Data to use:
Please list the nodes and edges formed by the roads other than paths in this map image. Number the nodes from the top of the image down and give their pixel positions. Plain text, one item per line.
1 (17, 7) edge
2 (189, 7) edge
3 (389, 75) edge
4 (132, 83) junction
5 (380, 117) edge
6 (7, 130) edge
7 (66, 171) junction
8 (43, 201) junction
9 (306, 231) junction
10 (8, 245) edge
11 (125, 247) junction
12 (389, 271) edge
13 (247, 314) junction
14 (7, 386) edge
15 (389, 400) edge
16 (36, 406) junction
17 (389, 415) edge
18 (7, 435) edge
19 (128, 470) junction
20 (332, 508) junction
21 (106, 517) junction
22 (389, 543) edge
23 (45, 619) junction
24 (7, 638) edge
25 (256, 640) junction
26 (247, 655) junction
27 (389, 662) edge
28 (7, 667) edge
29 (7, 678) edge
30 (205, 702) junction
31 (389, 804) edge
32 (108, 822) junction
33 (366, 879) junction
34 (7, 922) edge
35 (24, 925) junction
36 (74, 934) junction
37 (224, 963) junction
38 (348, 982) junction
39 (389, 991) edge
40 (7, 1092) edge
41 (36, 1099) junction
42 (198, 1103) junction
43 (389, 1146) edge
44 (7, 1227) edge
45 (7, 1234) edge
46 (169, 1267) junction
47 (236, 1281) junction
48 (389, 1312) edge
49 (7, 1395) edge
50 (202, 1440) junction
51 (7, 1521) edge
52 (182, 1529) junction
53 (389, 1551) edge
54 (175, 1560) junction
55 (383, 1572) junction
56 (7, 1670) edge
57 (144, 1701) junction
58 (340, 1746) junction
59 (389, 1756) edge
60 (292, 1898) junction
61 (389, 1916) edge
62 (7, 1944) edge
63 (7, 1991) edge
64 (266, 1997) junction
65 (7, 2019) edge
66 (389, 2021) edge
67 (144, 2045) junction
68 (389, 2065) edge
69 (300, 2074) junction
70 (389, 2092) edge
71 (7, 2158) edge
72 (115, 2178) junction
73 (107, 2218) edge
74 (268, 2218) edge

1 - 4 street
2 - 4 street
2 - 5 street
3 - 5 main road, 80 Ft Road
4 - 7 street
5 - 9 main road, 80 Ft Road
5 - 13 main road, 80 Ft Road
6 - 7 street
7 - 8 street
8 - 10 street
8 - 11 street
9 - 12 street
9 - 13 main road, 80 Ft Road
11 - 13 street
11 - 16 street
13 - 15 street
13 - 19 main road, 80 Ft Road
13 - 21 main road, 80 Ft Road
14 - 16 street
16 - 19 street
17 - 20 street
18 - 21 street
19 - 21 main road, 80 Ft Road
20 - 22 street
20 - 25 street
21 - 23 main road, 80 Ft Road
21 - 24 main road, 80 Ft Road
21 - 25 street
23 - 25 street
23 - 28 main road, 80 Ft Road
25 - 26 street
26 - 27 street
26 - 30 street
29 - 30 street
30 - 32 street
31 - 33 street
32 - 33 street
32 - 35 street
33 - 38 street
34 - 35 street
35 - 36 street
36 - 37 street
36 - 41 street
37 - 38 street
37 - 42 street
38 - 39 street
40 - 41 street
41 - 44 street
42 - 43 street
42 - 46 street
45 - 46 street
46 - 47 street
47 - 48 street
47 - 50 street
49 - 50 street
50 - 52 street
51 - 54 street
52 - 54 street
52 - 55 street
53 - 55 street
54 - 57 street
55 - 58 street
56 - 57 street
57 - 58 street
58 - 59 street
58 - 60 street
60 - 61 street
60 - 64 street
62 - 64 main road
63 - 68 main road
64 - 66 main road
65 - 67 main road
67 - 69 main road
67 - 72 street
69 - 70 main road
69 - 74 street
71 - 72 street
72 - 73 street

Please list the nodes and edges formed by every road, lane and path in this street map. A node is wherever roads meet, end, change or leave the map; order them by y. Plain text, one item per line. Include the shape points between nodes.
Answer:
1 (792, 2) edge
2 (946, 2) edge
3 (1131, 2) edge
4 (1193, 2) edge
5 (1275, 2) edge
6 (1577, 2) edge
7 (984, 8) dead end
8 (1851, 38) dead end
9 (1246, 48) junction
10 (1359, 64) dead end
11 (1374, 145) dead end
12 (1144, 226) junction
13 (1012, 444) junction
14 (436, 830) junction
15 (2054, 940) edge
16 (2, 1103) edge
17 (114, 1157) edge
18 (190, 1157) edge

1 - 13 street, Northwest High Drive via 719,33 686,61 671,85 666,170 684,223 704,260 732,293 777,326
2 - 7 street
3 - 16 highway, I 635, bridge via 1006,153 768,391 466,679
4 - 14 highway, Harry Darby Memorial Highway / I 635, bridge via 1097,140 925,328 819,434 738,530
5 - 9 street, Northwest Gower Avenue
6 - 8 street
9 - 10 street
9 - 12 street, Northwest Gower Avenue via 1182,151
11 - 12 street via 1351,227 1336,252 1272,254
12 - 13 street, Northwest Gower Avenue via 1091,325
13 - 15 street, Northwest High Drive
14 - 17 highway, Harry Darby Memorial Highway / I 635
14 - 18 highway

Problem to solve: Take the entries above and return all of them exactly.

Solution below:
Please list the nodes and edges formed by the roads other than paths in this map image. Number the nodes from the top of the image down and give their pixel positions. Plain text, one item per line.
1 (17, 7) edge
2 (189, 7) edge
3 (389, 75) edge
4 (132, 83) junction
5 (380, 117) edge
6 (7, 130) edge
7 (66, 171) junction
8 (43, 201) junction
9 (306, 231) junction
10 (8, 245) edge
11 (125, 247) junction
12 (389, 271) edge
13 (247, 314) junction
14 (7, 386) edge
15 (389, 400) edge
16 (36, 406) junction
17 (389, 415) edge
18 (7, 435) edge
19 (128, 470) junction
20 (332, 508) junction
21 (106, 517) junction
22 (389, 543) edge
23 (45, 619) junction
24 (7, 638) edge
25 (256, 640) junction
26 (247, 655) junction
27 (389, 662) edge
28 (7, 667) edge
29 (7, 678) edge
30 (205, 702) junction
31 (389, 804) edge
32 (108, 822) junction
33 (366, 879) junction
34 (7, 922) edge
35 (24, 925) junction
36 (74, 934) junction
37 (224, 963) junction
38 (348, 982) junction
39 (389, 991) edge
40 (7, 1092) edge
41 (36, 1099) junction
42 (198, 1103) junction
43 (389, 1146) edge
44 (7, 1227) edge
45 (7, 1234) edge
46 (169, 1267) junction
47 (236, 1281) junction
48 (389, 1312) edge
49 (7, 1395) edge
50 (202, 1440) junction
51 (7, 1521) edge
52 (182, 1529) junction
53 (389, 1551) edge
54 (175, 1560) junction
55 (383, 1572) junction
56 (7, 1670) edge
57 (144, 1701) junction
58 (340, 1746) junction
59 (389, 1756) edge
60 (292, 1898) junction
61 (389, 1916) edge
62 (7, 1944) edge
63 (7, 1991) edge
64 (266, 1997) junction
65 (7, 2019) edge
66 (389, 2021) edge
67 (144, 2045) junction
68 (389, 2065) edge
69 (300, 2074) junction
70 (389, 2092) edge
71 (7, 2158) edge
72 (115, 2178) junction
73 (107, 2218) edge
74 (268, 2218) edge

1 - 4 street
2 - 4 street
2 - 5 street
3 - 5 main road, 80 Ft Road
4 - 7 street
5 - 9 main road, 80 Ft Road
5 - 13 main road, 80 Ft Road
6 - 7 street
7 - 8 street
8 - 10 street
8 - 11 street
9 - 12 street
9 - 13 main road, 80 Ft Road
11 - 13 street
11 - 16 street
13 - 15 street
13 - 19 main road, 80 Ft Road
13 - 21 main road, 80 Ft Road
14 - 16 street
16 - 19 street
17 - 20 street
18 - 21 street
19 - 21 main road, 80 Ft Road
20 - 22 street
20 - 25 street
21 - 23 main road, 80 Ft Road
21 - 24 main road, 80 Ft Road
21 - 25 street
23 - 25 street
23 - 28 main road, 80 Ft Road
25 - 26 street
26 - 27 street
26 - 30 street
29 - 30 street
30 - 32 street
31 - 33 street
32 - 33 street
32 - 35 street
33 - 38 street
34 - 35 street
35 - 36 street
36 - 37 street
36 - 41 street
37 - 38 street
37 - 42 street
38 - 39 street
40 - 41 street
41 - 44 street
42 - 43 street
42 - 46 street
45 - 46 street
46 - 47 street
47 - 48 street
47 - 50 street
49 - 50 street
50 - 52 street
51 - 54 street
52 - 54 street
52 - 55 street
53 - 55 street
54 - 57 street
55 - 58 street
56 - 57 street
57 - 58 street
58 - 59 street
58 - 60 street
60 - 61 street
60 - 64 street
62 - 64 main road
63 - 68 main road
64 - 66 main road
65 - 67 main road
67 - 69 main road
67 - 72 street
69 - 70 main road
69 - 74 street
71 - 72 street
72 - 73 street

Please list the nodes and edges formed by every road, lane and path in this street map. A node is wherever roads meet, end, change or leave the map; order them by y. Plain text, one item per line. Include the shape points between nodes.
Answer:
1 (792, 2) edge
2 (946, 2) edge
3 (1131, 2) edge
4 (1193, 2) edge
5 (1275, 2) edge
6 (1577, 2) edge
7 (984, 8) dead end
8 (1851, 38) dead end
9 (1246, 48) junction
10 (1359, 64) dead end
11 (1374, 145) dead end
12 (1144, 226) junction
13 (1012, 444) junction
14 (436, 830) junction
15 (2054, 940) edge
16 (2, 1103) edge
17 (114, 1157) edge
18 (190, 1157) edge

1 - 13 street, Northwest High Drive via 719,33 686,61 671,85 666,170 684,223 704,260 732,293 777,326
2 - 7 street
3 - 16 highway, I 635, bridge via 1006,153 768,391 466,679
4 - 14 highway, Harry Darby Memorial Highway / I 635, bridge via 1097,140 925,328 819,434 738,530
5 - 9 street, Northwest Gower Avenue
6 - 8 street
9 - 10 street
9 - 12 street, Northwest Gower Avenue via 1182,151
11 - 12 street via 1351,227 1336,252 1272,254
12 - 13 street, Northwest Gower Avenue via 1091,325
13 - 15 street, Northwest High Drive
14 - 17 highway, Harry Darby Memorial Highway / I 635
14 - 18 highway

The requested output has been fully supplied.